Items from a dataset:
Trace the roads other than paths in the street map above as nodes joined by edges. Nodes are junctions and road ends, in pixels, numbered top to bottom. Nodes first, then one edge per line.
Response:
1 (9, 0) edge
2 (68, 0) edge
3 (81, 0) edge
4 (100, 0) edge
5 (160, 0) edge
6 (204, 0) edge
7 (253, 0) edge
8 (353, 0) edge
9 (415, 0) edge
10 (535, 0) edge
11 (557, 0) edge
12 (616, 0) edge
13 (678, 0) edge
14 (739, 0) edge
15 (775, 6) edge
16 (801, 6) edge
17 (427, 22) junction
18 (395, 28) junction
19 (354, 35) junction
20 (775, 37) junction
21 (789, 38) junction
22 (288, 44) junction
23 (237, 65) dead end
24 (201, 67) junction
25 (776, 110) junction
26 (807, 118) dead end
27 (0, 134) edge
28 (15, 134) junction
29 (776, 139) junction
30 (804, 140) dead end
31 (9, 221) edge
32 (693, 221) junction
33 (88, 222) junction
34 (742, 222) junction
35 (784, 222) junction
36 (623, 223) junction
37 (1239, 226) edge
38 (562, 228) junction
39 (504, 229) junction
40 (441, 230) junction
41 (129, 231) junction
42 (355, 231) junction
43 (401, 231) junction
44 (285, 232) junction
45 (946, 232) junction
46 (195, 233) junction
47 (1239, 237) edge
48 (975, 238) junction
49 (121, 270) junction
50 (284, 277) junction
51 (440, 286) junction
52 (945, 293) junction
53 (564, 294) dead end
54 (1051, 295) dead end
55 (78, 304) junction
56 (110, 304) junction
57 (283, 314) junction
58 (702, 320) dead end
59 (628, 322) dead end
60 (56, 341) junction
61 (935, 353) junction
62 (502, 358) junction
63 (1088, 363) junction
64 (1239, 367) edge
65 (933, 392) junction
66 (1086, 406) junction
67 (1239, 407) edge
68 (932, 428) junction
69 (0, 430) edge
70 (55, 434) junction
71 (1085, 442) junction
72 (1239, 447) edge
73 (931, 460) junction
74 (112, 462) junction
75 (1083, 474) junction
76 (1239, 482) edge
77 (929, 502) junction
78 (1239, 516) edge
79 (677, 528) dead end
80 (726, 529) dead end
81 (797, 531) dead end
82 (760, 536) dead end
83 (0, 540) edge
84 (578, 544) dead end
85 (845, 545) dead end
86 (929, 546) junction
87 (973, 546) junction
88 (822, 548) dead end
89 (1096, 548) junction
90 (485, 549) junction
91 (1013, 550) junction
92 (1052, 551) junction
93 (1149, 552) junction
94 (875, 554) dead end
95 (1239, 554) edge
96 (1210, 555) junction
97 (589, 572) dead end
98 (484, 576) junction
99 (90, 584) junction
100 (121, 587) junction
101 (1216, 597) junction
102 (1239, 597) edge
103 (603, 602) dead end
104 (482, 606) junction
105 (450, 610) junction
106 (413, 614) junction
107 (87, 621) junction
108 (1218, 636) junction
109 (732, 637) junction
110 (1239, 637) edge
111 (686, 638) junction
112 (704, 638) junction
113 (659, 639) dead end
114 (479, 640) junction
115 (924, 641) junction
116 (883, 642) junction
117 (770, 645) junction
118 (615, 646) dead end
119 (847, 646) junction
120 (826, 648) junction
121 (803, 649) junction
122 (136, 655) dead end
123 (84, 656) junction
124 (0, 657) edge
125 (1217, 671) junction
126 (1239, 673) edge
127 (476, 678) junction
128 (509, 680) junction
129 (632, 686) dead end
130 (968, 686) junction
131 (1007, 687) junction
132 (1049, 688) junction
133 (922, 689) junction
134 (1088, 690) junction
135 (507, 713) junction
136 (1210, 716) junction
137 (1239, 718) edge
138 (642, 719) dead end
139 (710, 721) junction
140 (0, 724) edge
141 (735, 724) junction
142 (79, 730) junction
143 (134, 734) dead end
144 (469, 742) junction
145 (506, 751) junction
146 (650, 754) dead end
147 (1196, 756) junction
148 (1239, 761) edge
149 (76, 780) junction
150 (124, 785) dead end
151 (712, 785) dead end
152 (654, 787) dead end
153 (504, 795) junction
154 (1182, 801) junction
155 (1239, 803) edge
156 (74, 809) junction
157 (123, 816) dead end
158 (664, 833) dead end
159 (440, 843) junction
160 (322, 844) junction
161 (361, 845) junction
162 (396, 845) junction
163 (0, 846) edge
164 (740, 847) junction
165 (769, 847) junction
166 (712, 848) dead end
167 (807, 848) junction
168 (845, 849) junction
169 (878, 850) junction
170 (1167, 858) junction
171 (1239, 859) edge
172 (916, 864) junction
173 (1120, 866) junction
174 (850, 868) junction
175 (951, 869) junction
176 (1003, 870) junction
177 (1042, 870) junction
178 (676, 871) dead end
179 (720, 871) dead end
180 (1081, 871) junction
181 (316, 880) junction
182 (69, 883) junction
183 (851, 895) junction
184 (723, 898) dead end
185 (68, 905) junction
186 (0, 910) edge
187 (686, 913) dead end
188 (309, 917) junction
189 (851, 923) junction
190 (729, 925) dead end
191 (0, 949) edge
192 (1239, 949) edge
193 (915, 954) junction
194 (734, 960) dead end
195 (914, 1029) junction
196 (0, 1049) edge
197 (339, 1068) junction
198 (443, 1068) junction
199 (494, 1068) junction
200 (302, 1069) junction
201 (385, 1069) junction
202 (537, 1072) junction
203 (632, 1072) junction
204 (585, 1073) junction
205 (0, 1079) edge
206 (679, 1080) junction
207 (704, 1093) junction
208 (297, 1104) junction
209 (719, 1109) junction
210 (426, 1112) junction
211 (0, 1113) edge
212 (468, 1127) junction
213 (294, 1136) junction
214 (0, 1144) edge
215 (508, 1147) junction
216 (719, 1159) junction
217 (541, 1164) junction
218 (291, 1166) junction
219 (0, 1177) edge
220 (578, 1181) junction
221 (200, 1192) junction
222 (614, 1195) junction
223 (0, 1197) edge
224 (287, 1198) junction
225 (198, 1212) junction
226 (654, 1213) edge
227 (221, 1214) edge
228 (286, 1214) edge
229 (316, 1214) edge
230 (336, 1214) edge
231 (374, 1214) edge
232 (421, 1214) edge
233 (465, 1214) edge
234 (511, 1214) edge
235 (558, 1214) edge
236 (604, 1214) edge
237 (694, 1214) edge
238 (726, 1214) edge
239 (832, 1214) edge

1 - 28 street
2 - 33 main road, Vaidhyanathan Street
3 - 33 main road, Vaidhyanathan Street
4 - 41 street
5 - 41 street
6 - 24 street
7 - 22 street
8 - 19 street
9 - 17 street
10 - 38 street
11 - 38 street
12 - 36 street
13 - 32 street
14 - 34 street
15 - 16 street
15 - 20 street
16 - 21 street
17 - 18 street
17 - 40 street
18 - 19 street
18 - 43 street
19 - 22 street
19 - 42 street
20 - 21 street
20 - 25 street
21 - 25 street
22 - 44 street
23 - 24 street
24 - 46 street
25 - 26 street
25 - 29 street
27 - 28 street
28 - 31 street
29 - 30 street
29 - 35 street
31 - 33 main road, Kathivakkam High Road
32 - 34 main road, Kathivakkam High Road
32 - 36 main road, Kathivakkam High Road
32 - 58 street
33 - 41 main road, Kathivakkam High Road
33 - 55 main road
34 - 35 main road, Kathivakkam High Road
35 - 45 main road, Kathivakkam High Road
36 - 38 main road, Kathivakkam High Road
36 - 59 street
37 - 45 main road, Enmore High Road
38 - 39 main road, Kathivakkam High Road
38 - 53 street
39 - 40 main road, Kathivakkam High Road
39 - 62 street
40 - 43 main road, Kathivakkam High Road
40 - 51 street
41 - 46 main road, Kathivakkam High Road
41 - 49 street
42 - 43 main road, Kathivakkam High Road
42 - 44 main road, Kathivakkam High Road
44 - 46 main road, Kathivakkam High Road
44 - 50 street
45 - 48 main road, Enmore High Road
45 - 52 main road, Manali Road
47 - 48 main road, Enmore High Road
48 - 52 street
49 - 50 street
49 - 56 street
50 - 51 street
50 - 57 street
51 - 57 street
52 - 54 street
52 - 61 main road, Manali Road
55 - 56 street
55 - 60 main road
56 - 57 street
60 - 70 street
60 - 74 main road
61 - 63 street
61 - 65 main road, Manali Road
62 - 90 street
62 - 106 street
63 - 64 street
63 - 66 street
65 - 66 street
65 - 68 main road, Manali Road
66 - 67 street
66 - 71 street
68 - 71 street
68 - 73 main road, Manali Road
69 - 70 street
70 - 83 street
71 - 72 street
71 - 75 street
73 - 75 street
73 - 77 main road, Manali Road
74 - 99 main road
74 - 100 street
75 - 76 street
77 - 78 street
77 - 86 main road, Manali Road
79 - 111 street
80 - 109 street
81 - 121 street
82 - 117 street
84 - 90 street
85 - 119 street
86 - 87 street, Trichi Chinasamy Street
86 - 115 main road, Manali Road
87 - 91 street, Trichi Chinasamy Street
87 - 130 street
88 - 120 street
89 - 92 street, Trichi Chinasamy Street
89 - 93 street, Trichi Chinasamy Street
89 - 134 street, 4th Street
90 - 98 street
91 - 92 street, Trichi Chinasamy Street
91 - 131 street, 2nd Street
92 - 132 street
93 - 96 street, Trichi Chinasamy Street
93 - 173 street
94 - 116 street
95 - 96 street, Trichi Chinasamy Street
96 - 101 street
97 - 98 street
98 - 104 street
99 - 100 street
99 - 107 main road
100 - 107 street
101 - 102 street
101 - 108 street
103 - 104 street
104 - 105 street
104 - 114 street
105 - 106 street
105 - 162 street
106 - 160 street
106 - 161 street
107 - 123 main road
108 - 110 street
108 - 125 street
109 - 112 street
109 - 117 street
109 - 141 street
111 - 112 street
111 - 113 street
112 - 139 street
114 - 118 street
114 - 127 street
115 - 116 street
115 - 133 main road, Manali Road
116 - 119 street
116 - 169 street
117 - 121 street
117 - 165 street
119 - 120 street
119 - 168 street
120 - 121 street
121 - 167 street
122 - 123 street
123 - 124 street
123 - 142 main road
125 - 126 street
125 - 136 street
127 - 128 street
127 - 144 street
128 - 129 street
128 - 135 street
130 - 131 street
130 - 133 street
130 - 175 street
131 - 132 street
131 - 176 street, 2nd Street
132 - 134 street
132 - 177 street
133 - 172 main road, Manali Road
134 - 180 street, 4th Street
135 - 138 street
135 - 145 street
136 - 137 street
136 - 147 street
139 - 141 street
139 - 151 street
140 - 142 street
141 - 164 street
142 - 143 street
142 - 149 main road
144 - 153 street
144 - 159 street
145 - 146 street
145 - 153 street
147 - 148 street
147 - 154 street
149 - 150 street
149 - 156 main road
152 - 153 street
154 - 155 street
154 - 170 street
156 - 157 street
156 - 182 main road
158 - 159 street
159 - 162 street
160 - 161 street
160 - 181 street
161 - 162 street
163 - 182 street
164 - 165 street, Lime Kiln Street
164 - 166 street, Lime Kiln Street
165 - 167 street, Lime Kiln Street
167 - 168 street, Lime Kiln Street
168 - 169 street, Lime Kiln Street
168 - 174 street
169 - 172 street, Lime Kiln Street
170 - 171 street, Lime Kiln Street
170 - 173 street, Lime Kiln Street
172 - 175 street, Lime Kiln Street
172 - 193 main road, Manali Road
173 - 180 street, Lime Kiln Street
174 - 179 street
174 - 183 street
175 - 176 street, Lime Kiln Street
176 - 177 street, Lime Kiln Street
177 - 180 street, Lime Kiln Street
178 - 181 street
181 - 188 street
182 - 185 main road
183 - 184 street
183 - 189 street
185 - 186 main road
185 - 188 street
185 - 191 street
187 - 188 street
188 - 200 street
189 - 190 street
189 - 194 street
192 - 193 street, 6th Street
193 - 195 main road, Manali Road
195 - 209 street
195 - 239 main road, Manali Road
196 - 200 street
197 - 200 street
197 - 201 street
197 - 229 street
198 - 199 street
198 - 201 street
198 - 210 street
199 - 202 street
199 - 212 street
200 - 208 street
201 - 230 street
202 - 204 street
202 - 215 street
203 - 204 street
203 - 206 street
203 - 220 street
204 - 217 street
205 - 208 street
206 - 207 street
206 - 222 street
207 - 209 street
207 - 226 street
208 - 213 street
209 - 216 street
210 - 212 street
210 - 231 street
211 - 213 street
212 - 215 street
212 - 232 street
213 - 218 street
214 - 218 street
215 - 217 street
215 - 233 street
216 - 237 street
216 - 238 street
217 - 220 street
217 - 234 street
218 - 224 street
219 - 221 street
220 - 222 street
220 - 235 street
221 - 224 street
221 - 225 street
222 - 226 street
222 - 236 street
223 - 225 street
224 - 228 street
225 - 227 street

# What you need to do
The expected answer is every line in the data above that carries the string "Vaidhyanathan".

# Answer to this task
2 - 33 main road, Vaidhyanathan Street
3 - 33 main road, Vaidhyanathan Street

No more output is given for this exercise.